The three following scenes show the beauty of the grief of the world that the tree departed at that very instant. Forest. River. Mountain. Grandiose space. Heaven and Earth, united and singing.

There is no man. There is only the world. Only noises. Another language that we don’t understand.

It only lasts a minute, maybe. The funeral. The world without the tree.

And the man reappears. Amidst it all. He is short. He rides a beautiful horse. They go together. They go. They don’t explain anything at the moment. Will God punish the man? Judge him for this crime, for the sadness he has just caused us? Punish him and throw him in hell for the soul he has just taken in cold blood? Ask him this question for us: why?

The man and the horse move away, melt into Nature.
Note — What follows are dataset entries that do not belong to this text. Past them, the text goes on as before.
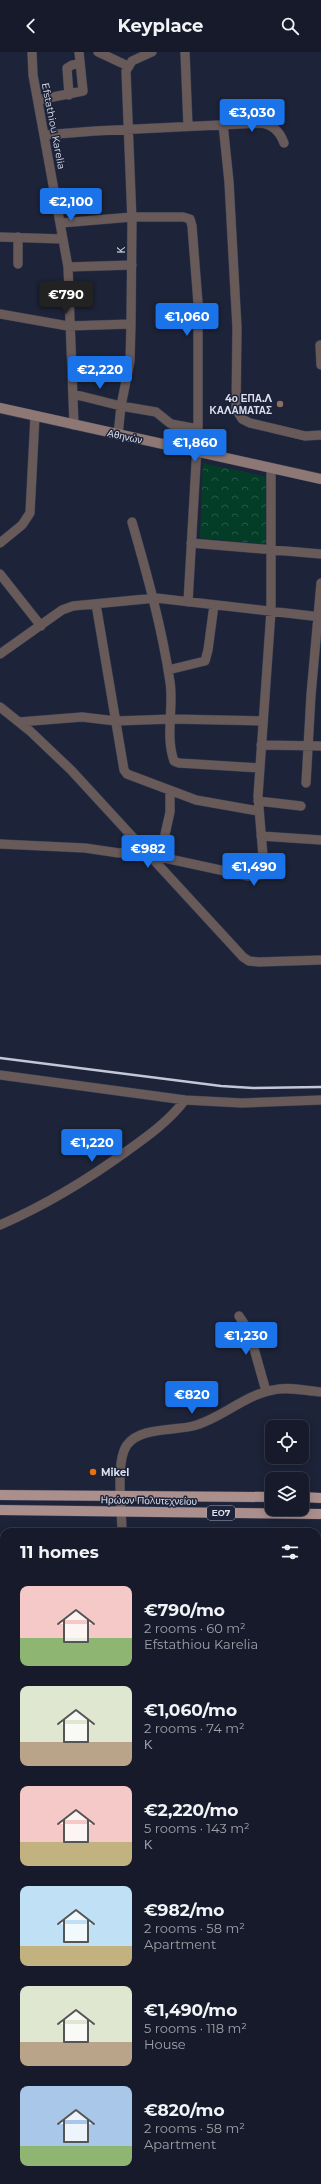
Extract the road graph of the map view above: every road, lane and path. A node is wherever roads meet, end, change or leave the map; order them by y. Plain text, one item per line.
1 (32, 52) edge
2 (79, 52) edge
3 (98, 52) edge
4 (152, 52) edge
5 (185, 52) edge
6 (131, 60) edge
7 (80, 63) junction
8 (69, 95) junction
9 (38, 100) junction
10 (223, 124) junction
11 (188, 126) junction
12 (129, 129) junction
13 (44, 135) junction
14 (284, 143) dead end
15 (132, 217) junction
16 (61, 223) junction
17 (0, 237) edge
18 (18, 237) junction
19 (63, 239) junction
20 (18, 264) dead end
21 (132, 265) junction
22 (68, 267) junction
23 (0, 314) edge
24 (131, 324) junction
25 (71, 326) junction
26 (320, 345) dead end
27 (321, 365) edge
28 (73, 394) junction
29 (121, 406) junction
30 (0, 408) edge
31 (35, 416) junction
32 (74, 425) junction
33 (178, 426) junction
34 (198, 429) junction
35 (118, 435) junction
36 (321, 435) edge
37 (174, 447) junction
38 (196, 452) junction
39 (271, 469) junction
40 (321, 480) edge
41 (132, 522) dead end
42 (0, 543) edge
43 (191, 543) junction
44 (271, 550) junction
45 (321, 554) edge
46 (0, 574) edge
47 (321, 582) edge
48 (152, 598) junction
49 (188, 602) junction
50 (96, 604) junction
51 (214, 605) junction
52 (271, 611) junction
53 (319, 616) edge
54 (41, 626) junction
55 (0, 654) edge
56 (168, 670) junction
57 (0, 707) edge
58 (172, 719) junction
59 (116, 721) junction
60 (262, 721) junction
61 (19, 722) junction
62 (261, 745) junction
63 (308, 746) junction
64 (321, 746) edge
65 (259, 768) junction
66 (306, 783) dead end
67 (170, 791) junction
68 (258, 806) junction
69 (301, 806) dead end
70 (261, 836) junction
71 (321, 840) edge
72 (0, 844) edge
73 (144, 850) junction
74 (158, 860) junction
75 (321, 960) edge
76 (0, 1075) edge
77 (185, 1100) junction
78 (321, 1100) edge
79 (0, 1225) edge
80 (239, 1316) dead end
81 (266, 1391) junction
82 (321, 1392) edge
83 (0, 1495) edge
84 (121, 1496) junction
85 (265, 1497) edge
86 (309, 1497) edge
87 (321, 1498) edge
88 (0, 1510) edge
89 (122, 1511) junction
90 (321, 1514) edge
91 (122, 1528) edge

1 - 9 street, Efstathiou Karelia
2 - 7 street
3 - 6 street
4 - 6 street
5 - 11 street
6 - 12 street, Κ
7 - 8 street
7 - 8 street
8 - 9 street
9 - 13 street, Efstathiou Karelia
10 - 11 street
10 - 14 street
10 - 36 street
11 - 12 street
12 - 13 street
12 - 15 street, Κ
13 - 16 street, Efstathiou Karelia
15 - 16 street
15 - 21 street, Κ
15 - 34 street
16 - 19 street, Efstathiou Karelia
17 - 18 street
18 - 19 street
18 - 20 street
19 - 22 street, Efstathiou Karelia
21 - 22 street
21 - 24 street, Κ
22 - 25 street, Efstathiou Karelia
23 - 25 street
24 - 25 street
24 - 29 street, Κ
25 - 28 street, Efstathiou Karelia
26 - 27 street
28 - 29 street
28 - 32 street, Efstathiou Karelia
29 - 33 street
29 - 35 street, Κ
30 - 31 main road, Αθηνών
31 - 32 main road, Αθηνών
31 - 42 street
32 - 35 main road, Αθηνών
33 - 34 street
33 - 37 street
34 - 38 street
35 - 37 main road, Αθηνών
37 - 38 main road, Αθηνών
38 - 39 main road, Αθηνών
38 - 43 street
39 - 40 main road, Αθηνών
39 - 44 street
41 - 48 street
43 - 44 street
43 - 49 street
44 - 45 street
44 - 52 street
46 - 54 street
47 - 53 street
48 - 49 street
48 - 50 street
48 - 56 street
49 - 51 street
50 - 54 street
50 - 59 street
51 - 52 street
51 - 56 street
52 - 53 street
52 - 60 street
53 - 63 street
54 - 55 street
56 - 58 street
57 - 61 street
58 - 59 street
58 - 60 street
58 - 65 street
59 - 61 street
59 - 67 street
60 - 62 street
61 - 73 street
62 - 63 street
62 - 65 street
63 - 64 street
63 - 66 street
65 - 68 street
67 - 68 street
67 - 74 street
68 - 69 street
68 - 70 street
70 - 71 street
70 - 74 street
72 - 73 street
73 - 74 street
74 - 75 street
76 - 77 street
77 - 78 street
77 - 79 street
80 - 81 street
81 - 82 street
81 - 84 street
83 - 84 main road, Ηρώων Πολυτεχνείου / ΕΟ7
84 - 85 main road, Ηρώων Πολυτεχνείου / ΕΟ7
84 - 89 street
86 - 87 main road
88 - 89 main road, Ηρώων Πολυτεχνείου / ΕΟ7
89 - 90 main road, Ηρώων Πολυτεχνείου / ΕΟ7
89 - 91 street

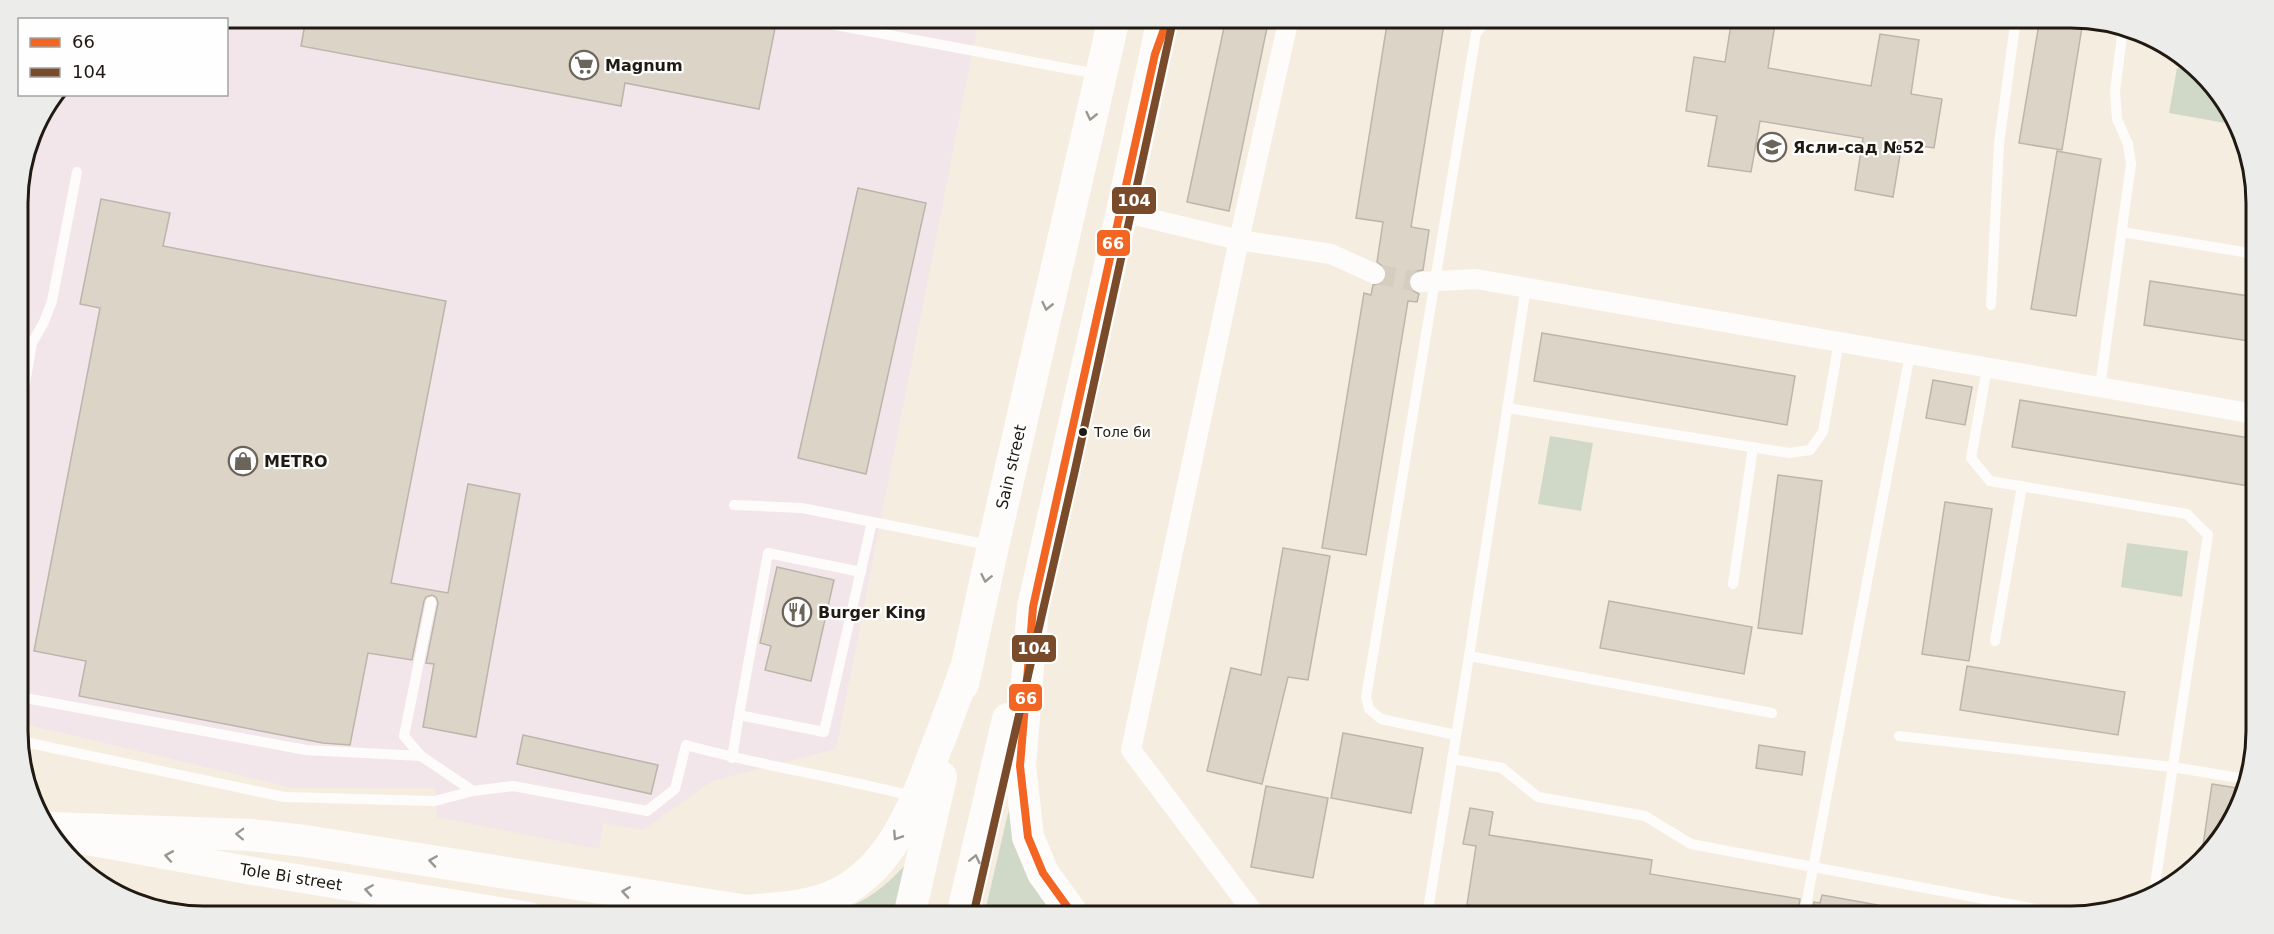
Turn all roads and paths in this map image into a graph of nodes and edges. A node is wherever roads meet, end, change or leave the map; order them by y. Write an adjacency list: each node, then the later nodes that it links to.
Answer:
1 (856, 29): 10 (lane)
2 (1111, 29): 10 (main road, Sain street)
3 (1161, 29): 9 (main road)
4 (1164, 29): 9 (main road)
5 (1287, 29): 14 (street)
6 (1479, 29): 17 (lane)
7 (2015, 29): 19 (lane)
8 (2122, 37): 13 (lane)
9 (1155, 54): 12 (main road)
10 (1100, 75): 31 (main road, Sain street, one-way to 31)
11 (77, 172): 22 (lane)
12 (1122, 212): 14 (street); 35 (main road)
13 (2122, 232): 15 (lane); 24 (lane)
14 (1239, 240): 16 (street); 56 (street)
15 (2246, 253)
16 (1375, 274)
17 (1428, 282): 18 (street); 42 (lane)
18 (1526, 287): 20 (street); 25 (lane)
19 (1991, 305)
20 (1839, 342): 21 (street); 27 (lane)
21 (1910, 354): 23 (street); 54 (lane)
22 (29, 360)
23 (1987, 368): 24 (street); 28 (lane)
24 (2100, 387): 26 (street)
25 (1507, 408): 27 (lane); 37 (lane)
26 (2246, 412)
27 (1753, 447): 33 (lane)
28 (2022, 486): 36 (lane); 48 (lane)
29 (734, 505): 30 (lane)
30 (872, 522): 31 (lane); 32 (lane)
31 (993, 546): 38 (main road, Sain street, one-way to 38)
32 (861, 572): 41 (lane); 41 (lane)
33 (1733, 584)
34 (431, 602): 45 (lane)
35 (1034, 607): 64 (main road, one-way to 35); 65 (main road)
36 (1995, 641)
37 (1469, 656): 40 (lane); 42 (lane)
38 (967, 666): 51 (main road); 63 (main road, Sain street)
39 (29, 699): 45 (lane)
40 (1772, 713)
41 (739, 715): 46 (lane)
42 (1456, 735): 47 (lane)
43 (1899, 736): 48 (lane)
44 (29, 743): 50 (lane)
45 (421, 756): 50 (lane)
46 (732, 758): 50 (lane); 51 (lane)
47 (1452, 759): 54 (lane); 57 (lane)
48 (2172, 767): 49 (lane); 55 (lane)
49 (2238, 778)
50 (473, 791)
51 (918, 797): 62 (main road, one-way to 62)
52 (58, 828): 61 (main road, one-way to 52)
53 (65, 837): 60 (main road, Tole Bi street, one-way to 53)
54 (1813, 867): 58 (lane); 59 (lane)
55 (2155, 883)
56 (1248, 905)
57 (1429, 905)
58 (1806, 905)
59 (2016, 905)
60 (468, 906)
61 (708, 906)
62 (805, 906)
63 (911, 906)
64 (964, 906)
65 (1066, 906)

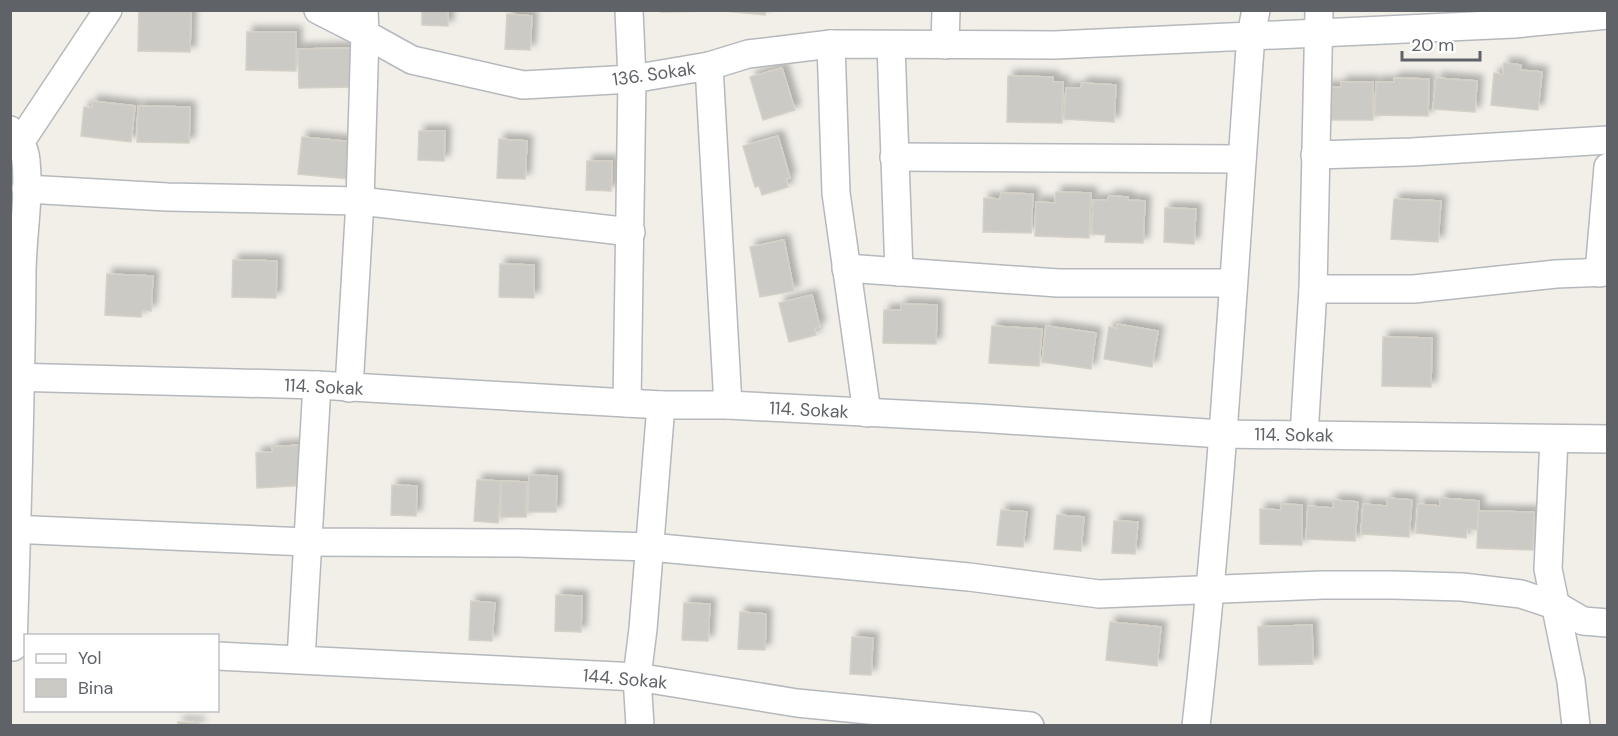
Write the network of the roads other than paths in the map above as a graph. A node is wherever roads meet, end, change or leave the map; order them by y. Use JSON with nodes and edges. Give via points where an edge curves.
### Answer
{"nodes":[{"id":1,"x":108,"y":10,"type":"edge"},
{"id":2,"x":318,"y":10,"type":"edge"},
{"id":3,"x":629,"y":10,"type":"edge"},
{"id":4,"x":946,"y":10,"type":"edge"},
{"id":5,"x":1608,"y":15,"type":"edge"},
{"id":6,"x":1318,"y":21,"type":"edge"},
{"id":7,"x":364,"y":22,"type":"edge"},
{"id":8,"x":1254,"y":23,"type":"edge"},
{"id":9,"x":831,"y":44,"type":"junction"},
{"id":10,"x":891,"y":45,"type":"junction"},
{"id":11,"x":945,"y":45,"type":"junction"},
{"id":12,"x":709,"y":66,"type":"junction"},
{"id":13,"x":632,"y":79,"type":"junction"},
{"id":14,"x":16,"y":136,"type":"edge"},
{"id":15,"x":1608,"y":140,"type":"edge"},
{"id":16,"x":1315,"y":155,"type":"junction"},
{"id":17,"x":894,"y":157,"type":"junction"},
{"id":18,"x":1242,"y":159,"type":"junction"},
{"id":19,"x":1608,"y":167,"type":"edge"},
{"id":20,"x":26,"y":189,"type":"junction"},
{"id":21,"x":360,"y":201,"type":"junction"},
{"id":22,"x":631,"y":232,"type":"junction"},
{"id":23,"x":16,"y":252,"type":"edge"},
{"id":24,"x":846,"y":268,"type":"junction"},
{"id":25,"x":899,"y":272,"type":"junction"},
{"id":26,"x":1603,"y":272,"type":"edge"},
{"id":27,"x":1233,"y":283,"type":"junction"},
{"id":28,"x":1313,"y":289,"type":"junction"},
{"id":29,"x":16,"y":377,"type":"edge"},
{"id":30,"x":317,"y":386,"type":"junction"},
{"id":31,"x":349,"y":388,"type":"junction"},
{"id":32,"x":627,"y":403,"type":"junction"},
{"id":33,"x":661,"y":405,"type":"junction"},
{"id":34,"x":728,"y":405,"type":"junction"},
{"id":35,"x":867,"y":413,"type":"junction"},
{"id":36,"x":1222,"y":434,"type":"junction"},
{"id":37,"x":1304,"y":435,"type":"junction"},
{"id":38,"x":1608,"y":439,"type":"edge"},
{"id":39,"x":1554,"y":440,"type":"junction"},
{"id":40,"x":14,"y":529,"type":"edge"},
{"id":41,"x":307,"y":543,"type":"junction"},
{"id":42,"x":650,"y":547,"type":"junction"},
{"id":43,"x":1209,"y":590,"type":"junction"},
{"id":44,"x":1557,"y":606,"type":"junction"},
{"id":45,"x":1608,"y":622,"type":"edge"},
{"id":46,"x":16,"y":647,"type":"edge"},
{"id":47,"x":219,"y":656,"type":"edge"},
{"id":48,"x":301,"y":659,"type":"junction"},
{"id":49,"x":637,"y":677,"type":"junction"},
{"id":50,"x":640,"y":726,"type":"edge"},
{"id":51,"x":1030,"y":726,"type":"edge"},
{"id":52,"x":1196,"y":726,"type":"edge"},
{"id":53,"x":1576,"y":726,"type":"edge"}],
"edges":[{"from":1,"to":14,"type":"street"},
{"from":2,"to":7,"type":"street","name":"136. Sokak"},
{"from":3,"to":13,"type":"street"},
{"from":4,"to":11,"type":"street"},
{"from":5,"to":6,"type":"street","via":[[1514,24]]},
{"from":6,"to":8,"type":"street"},
{"from":6,"to":16,"type":"street"},
{"from":7,"to":13,"type":"street","name":"136. Sokak","via":[[412,60],[523,85]]},
{"from":7,"to":21,"type":"street"},
{"from":8,"to":11,"type":"street","via":[[1055,45]]},
{"from":8,"to":18,"type":"street"},
{"from":9,"to":10,"type":"street"},
{"from":9,"to":12,"type":"street","via":[[748,54]]},
{"from":9,"to":24,"type":"street","via":[[833,163]]},
{"from":10,"to":11,"type":"street"},
{"from":10,"to":17,"type":"street"},
{"from":12,"to":13,"type":"street","name":"136. Sokak"},
{"from":12,"to":34,"type":"street","name":"136. Sokak"},
{"from":13,"to":22,"type":"street"},
{"from":14,"to":20,"type":"street","via":[[26,160]]},
{"from":15,"to":16,"type":"street"},
{"from":16,"to":28,"type":"street"},
{"from":17,"to":18,"type":"street"},
{"from":17,"to":25,"type":"street"},
{"from":18,"to":27,"type":"street"},
{"from":19,"to":26,"type":"street"},
{"from":20,"to":21,"type":"street"},
{"from":20,"to":23,"type":"street","via":[[26,216]]},
{"from":21,"to":22,"type":"street"},
{"from":21,"to":31,"type":"street"},
{"from":22,"to":32,"type":"street"},
{"from":23,"to":29,"type":"street"},
{"from":24,"to":25,"type":"street"},
{"from":24,"to":35,"type":"street"},
{"from":25,"to":27,"type":"street","via":[[1058,283]]},
{"from":26,"to":28,"type":"street","via":[[1414,289]]},
{"from":27,"to":36,"type":"street"},
{"from":28,"to":37,"type":"street"},
{"from":29,"to":30,"type":"street","name":"114. Sokak"},
{"from":29,"to":40,"type":"street"},
{"from":30,"to":31,"type":"street","name":"114. Sokak"},
{"from":30,"to":41,"type":"street"},
{"from":31,"to":32,"type":"street","name":"114. Sokak"},
{"from":32,"to":33,"type":"street","name":"114. Sokak"},
{"from":33,"to":34,"type":"street","name":"114. Sokak"},
{"from":33,"to":42,"type":"street"},
{"from":34,"to":35,"type":"street","name":"114. Sokak"},
{"from":35,"to":36,"type":"street","name":"114. Sokak"},
{"from":36,"to":37,"type":"street","name":"114. Sokak"},
{"from":36,"to":43,"type":"street"},
{"from":37,"to":39,"type":"street","name":"114. Sokak"},
{"from":38,"to":39,"type":"street","name":"114. Sokak"},
{"from":39,"to":44,"type":"street","via":[[1548,568]]},
{"from":40,"to":41,"type":"street"},
{"from":40,"to":46,"type":"street"},
{"from":41,"to":42,"type":"street"},
{"from":41,"to":48,"type":"street"},
{"from":42,"to":43,"type":"street","via":[[969,577],[1099,594]]},
{"from":42,"to":49,"type":"street"},
{"from":43,"to":44,"type":"street","via":[[1335,585],[1462,587],[1521,594]]},
{"from":43,"to":52,"type":"street"},
{"from":44,"to":45,"type":"street","via":[[1582,621]]},
{"from":44,"to":53,"type":"street"},
{"from":47,"to":48,"type":"street","name":"144. Sokak"},
{"from":48,"to":49,"type":"street","name":"144. Sokak"},
{"from":49,"to":50,"type":"street"},
{"from":49,"to":51,"type":"street","name":"144. Sokak","via":[[797,703]]}]}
The credits begin.

My mother is alone now in the next room. She is resting between two tricks. I’m watching this movie for the tenth time. The credits role and with them music and a song. I don’t understand English, but I know almost all the words to this song. River of No Return.

The whole film is in French. Other voices took possession of the actors’ bodies, the characters. I eventually understood. One of my mother’s clients helped me get it. He gave me two tapes of the same movie, one dubbed in French and the other in the original English. And he explained the title to me. River of No Return. “Riviere sans retour.”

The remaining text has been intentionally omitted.